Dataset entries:
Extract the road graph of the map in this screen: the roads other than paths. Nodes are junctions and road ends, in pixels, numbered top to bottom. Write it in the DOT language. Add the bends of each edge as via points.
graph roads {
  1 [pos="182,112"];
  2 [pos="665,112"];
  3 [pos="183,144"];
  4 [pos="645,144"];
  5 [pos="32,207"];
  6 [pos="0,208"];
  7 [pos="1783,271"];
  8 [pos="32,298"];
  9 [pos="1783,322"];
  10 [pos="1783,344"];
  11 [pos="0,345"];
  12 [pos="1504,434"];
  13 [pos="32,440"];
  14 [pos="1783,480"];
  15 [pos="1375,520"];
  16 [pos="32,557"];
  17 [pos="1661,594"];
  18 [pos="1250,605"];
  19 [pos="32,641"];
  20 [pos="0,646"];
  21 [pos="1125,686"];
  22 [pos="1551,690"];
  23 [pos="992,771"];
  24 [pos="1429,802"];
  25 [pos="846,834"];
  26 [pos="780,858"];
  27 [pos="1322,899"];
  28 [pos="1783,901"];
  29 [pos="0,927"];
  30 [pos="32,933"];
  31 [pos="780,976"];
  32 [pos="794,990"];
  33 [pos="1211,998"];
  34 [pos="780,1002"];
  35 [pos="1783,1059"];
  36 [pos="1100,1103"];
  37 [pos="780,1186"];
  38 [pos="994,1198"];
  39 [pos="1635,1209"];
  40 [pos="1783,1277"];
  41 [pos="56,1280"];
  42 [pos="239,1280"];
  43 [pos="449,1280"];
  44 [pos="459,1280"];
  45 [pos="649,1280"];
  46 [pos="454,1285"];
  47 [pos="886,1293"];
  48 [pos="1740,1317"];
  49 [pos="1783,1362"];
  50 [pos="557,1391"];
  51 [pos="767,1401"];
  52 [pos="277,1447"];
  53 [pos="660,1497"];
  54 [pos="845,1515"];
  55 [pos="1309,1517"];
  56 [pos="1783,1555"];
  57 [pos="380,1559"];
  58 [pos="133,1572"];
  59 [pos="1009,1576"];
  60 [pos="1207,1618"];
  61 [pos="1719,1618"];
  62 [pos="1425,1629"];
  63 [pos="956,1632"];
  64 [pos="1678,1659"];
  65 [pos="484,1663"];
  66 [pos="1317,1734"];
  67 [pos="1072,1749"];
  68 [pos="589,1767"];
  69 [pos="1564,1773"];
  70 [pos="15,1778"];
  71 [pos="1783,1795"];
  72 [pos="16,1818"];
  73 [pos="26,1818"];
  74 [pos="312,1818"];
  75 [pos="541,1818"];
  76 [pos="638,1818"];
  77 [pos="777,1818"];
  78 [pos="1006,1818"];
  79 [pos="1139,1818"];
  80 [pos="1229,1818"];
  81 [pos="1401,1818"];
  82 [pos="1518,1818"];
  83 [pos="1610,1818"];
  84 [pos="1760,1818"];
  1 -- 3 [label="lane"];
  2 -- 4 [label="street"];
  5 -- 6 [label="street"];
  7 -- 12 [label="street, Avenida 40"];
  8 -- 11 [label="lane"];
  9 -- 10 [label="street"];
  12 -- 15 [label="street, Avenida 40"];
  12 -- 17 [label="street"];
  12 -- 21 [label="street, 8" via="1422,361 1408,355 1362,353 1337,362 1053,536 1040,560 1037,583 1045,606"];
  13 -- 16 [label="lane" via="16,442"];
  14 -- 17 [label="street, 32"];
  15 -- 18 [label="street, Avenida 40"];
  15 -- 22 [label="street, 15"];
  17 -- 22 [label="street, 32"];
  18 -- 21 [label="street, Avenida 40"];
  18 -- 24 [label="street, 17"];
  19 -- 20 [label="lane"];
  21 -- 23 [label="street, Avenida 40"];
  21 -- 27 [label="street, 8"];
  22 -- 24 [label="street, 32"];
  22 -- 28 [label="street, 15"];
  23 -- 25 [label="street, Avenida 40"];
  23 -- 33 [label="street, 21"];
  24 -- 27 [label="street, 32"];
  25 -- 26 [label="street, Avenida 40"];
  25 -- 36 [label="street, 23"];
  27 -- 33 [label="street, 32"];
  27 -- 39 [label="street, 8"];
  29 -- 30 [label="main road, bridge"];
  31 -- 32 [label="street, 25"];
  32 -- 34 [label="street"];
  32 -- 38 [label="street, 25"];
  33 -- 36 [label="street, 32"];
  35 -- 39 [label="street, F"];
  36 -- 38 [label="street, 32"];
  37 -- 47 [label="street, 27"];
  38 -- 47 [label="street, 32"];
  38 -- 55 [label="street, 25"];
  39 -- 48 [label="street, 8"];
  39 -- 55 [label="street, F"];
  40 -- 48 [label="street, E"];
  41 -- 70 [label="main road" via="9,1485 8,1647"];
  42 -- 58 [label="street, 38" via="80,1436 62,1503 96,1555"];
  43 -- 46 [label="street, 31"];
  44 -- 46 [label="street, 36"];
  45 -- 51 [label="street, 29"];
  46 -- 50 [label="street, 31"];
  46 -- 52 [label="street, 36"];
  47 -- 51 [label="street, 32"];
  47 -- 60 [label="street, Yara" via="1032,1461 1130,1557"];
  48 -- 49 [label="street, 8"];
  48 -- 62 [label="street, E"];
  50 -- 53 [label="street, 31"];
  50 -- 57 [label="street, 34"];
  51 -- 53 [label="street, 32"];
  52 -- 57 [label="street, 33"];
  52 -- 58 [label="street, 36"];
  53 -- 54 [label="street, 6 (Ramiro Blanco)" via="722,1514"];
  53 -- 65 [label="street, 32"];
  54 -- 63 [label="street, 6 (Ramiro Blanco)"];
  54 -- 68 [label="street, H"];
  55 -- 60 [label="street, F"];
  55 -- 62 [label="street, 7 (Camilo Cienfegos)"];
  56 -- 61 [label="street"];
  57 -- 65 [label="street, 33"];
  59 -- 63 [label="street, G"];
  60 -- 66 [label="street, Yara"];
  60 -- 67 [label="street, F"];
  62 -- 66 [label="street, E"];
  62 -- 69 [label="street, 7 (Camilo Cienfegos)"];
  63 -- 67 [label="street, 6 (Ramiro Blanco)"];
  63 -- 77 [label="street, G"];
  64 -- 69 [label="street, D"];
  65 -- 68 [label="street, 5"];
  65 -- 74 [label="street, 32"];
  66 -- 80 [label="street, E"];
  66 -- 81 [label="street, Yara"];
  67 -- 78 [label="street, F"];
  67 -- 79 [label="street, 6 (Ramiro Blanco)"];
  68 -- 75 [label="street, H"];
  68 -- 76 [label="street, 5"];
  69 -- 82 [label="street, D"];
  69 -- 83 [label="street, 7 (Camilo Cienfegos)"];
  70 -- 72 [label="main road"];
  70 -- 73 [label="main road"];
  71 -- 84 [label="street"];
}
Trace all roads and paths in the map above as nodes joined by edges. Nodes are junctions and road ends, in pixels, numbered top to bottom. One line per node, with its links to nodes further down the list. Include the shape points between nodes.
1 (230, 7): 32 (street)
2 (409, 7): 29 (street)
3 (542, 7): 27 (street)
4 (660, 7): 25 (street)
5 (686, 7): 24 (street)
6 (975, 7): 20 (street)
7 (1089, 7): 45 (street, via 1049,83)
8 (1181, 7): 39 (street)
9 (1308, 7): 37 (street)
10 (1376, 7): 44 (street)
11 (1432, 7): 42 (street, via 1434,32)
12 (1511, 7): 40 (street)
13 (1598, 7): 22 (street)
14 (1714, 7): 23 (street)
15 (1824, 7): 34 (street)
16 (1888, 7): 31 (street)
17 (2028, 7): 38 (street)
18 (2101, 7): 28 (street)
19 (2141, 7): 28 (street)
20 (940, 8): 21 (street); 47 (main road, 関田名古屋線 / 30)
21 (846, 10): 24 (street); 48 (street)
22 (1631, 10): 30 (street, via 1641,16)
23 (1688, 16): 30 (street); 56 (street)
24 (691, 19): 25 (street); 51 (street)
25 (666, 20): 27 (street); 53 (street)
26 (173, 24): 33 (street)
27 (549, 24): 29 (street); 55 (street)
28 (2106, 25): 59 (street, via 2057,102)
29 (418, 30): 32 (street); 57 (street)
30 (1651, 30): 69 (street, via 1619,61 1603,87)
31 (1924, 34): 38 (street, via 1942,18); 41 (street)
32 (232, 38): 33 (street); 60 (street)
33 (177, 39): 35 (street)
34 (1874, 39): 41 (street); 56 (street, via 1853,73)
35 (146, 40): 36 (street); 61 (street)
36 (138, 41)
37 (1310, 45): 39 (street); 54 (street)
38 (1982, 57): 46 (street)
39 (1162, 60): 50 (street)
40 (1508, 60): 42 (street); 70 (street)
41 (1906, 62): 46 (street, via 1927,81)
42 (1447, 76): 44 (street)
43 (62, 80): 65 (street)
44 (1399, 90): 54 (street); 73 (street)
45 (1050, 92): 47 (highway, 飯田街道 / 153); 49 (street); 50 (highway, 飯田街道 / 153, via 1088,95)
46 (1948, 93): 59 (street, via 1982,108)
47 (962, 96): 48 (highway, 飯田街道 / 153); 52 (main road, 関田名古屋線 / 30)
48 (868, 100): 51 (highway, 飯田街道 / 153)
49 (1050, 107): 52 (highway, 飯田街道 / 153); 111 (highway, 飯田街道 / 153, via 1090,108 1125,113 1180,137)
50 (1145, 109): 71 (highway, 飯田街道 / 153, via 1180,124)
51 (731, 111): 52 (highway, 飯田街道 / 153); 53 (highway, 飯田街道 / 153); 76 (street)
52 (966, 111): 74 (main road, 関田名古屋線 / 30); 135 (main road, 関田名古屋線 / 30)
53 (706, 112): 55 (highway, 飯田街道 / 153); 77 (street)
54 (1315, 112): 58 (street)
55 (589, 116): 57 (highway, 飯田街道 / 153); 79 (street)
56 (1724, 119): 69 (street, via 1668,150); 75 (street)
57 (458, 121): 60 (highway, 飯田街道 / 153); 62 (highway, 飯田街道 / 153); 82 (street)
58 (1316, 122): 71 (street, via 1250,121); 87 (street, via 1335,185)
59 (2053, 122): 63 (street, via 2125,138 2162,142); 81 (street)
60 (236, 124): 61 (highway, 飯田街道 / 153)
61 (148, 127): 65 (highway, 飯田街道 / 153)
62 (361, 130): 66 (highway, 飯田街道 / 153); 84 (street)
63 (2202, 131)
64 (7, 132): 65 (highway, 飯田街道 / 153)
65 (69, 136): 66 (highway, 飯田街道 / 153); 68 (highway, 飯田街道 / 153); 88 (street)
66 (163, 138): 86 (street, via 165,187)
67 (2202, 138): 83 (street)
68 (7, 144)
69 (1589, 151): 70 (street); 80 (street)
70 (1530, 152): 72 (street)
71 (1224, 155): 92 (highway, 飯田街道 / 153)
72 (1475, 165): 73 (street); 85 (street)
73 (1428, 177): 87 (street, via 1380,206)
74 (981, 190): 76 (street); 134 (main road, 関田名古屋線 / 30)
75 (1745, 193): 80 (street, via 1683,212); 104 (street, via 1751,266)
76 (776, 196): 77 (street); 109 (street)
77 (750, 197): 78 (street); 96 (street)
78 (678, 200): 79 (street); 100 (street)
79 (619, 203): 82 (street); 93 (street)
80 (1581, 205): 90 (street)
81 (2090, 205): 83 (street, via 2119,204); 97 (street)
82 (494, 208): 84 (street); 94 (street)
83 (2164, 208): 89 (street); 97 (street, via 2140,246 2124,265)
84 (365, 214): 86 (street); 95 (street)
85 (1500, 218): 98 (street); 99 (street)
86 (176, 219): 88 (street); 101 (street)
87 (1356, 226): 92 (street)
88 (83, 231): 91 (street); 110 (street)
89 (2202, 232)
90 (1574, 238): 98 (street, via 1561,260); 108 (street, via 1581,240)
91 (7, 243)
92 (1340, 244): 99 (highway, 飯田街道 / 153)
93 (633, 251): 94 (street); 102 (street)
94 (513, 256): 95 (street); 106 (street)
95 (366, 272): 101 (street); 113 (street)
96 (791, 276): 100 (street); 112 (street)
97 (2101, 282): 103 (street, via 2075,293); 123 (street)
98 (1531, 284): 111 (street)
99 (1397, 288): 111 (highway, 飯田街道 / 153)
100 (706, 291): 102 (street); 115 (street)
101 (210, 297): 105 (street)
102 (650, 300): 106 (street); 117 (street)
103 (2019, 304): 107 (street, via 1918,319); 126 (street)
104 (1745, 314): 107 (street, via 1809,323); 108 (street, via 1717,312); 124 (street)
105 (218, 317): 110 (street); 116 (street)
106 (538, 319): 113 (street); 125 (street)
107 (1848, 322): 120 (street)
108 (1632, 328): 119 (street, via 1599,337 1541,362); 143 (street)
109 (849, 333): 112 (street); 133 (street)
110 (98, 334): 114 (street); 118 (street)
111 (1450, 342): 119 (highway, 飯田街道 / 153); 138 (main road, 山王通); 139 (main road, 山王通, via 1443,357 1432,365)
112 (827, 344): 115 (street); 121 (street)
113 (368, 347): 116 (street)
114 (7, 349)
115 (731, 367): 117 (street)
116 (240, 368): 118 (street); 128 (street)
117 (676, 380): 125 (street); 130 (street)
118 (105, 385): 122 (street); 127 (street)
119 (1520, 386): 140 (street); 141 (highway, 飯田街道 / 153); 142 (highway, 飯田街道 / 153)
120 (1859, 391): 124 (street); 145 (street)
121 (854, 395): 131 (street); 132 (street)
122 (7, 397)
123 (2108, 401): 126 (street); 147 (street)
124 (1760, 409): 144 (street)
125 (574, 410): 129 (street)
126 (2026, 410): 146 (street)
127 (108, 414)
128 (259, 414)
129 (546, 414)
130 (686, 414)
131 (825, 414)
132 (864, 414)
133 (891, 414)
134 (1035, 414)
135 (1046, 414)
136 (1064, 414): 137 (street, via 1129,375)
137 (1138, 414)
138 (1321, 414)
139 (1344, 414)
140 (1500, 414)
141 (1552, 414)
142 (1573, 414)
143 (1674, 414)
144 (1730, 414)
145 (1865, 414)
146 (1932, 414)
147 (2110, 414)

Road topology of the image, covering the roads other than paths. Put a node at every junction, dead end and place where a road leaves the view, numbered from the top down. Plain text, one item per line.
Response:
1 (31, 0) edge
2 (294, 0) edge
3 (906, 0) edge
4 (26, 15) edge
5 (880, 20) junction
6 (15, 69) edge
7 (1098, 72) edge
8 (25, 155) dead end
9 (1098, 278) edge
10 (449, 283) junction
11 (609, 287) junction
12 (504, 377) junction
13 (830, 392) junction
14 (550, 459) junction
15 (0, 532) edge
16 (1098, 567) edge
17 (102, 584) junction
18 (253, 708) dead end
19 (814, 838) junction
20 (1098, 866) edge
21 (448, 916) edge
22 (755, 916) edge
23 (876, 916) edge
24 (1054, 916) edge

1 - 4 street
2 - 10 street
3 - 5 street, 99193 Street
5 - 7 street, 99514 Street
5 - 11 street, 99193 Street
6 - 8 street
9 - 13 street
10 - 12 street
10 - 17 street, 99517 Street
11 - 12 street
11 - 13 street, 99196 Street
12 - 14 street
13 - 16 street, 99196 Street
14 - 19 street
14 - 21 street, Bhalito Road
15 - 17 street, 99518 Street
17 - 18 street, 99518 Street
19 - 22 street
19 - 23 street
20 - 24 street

**Exercise prompt:**
If a line in the records contains the word "Yara", copy it.

**Written solution:**
  47 -- 60 [label="street, Yara" via="1032,1461 1130,1557"];
  60 -- 66 [label="street, Yara"];
  66 -- 81 [label="street, Yara"];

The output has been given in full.